**INSTRUCTIONS TO FOLLOW**
For the records below, say how many lines contain the string "edges". Give the number only.

**EXERCISE DATA**
┌──

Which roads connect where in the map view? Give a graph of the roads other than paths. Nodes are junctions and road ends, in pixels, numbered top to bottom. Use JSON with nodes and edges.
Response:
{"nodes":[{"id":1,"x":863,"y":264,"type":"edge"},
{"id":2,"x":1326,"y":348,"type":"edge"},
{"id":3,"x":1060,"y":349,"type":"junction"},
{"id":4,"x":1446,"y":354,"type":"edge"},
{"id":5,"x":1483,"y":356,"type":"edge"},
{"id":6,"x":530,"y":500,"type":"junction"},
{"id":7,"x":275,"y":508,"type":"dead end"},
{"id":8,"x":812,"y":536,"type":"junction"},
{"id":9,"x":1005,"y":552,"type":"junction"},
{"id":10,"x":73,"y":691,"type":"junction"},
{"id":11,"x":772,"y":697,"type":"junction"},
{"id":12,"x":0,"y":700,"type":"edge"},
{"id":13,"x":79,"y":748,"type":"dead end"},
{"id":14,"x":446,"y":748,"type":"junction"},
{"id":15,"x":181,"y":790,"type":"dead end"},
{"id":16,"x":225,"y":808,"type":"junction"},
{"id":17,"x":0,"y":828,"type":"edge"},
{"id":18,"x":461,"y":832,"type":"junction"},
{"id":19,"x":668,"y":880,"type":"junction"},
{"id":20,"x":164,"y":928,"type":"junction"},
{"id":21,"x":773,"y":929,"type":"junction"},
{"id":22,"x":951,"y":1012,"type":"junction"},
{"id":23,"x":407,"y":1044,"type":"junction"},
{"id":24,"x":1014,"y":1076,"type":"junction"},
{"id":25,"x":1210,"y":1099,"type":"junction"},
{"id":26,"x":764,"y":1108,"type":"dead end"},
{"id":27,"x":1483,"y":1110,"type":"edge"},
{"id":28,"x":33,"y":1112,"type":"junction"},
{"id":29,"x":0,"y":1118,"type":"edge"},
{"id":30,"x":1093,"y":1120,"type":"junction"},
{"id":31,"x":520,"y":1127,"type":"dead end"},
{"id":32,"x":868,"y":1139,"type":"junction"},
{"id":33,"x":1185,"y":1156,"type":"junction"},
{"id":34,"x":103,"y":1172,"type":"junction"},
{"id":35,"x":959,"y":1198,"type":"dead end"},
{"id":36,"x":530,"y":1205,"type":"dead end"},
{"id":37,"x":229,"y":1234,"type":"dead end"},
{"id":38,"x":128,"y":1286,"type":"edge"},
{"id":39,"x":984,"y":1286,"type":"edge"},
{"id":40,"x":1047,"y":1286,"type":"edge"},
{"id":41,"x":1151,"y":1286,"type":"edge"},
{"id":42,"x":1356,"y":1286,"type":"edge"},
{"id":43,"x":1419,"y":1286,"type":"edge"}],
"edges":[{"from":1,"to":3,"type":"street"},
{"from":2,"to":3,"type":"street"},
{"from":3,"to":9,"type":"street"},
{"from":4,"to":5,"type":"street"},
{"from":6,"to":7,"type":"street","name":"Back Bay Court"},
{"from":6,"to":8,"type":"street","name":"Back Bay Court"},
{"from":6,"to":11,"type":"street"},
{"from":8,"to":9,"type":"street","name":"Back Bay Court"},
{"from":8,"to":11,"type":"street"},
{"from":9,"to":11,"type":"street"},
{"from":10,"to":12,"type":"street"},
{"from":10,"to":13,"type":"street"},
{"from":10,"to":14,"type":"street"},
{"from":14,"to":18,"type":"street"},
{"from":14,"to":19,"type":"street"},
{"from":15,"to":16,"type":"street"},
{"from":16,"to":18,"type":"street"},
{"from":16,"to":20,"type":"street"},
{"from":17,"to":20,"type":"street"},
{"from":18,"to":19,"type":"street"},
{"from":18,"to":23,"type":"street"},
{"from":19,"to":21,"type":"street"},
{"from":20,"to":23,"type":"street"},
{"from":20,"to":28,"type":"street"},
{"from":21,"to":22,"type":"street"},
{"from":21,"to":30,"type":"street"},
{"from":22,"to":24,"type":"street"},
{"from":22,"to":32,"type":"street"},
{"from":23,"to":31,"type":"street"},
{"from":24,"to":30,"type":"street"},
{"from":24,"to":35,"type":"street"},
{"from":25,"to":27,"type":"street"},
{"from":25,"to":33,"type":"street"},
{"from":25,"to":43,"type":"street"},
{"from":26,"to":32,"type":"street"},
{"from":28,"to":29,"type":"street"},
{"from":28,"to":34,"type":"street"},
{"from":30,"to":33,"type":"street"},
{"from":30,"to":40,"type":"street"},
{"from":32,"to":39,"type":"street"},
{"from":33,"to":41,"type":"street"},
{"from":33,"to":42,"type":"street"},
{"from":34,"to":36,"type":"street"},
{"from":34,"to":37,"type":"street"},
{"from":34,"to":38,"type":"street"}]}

└──

**SOLVED EXERCISE**
2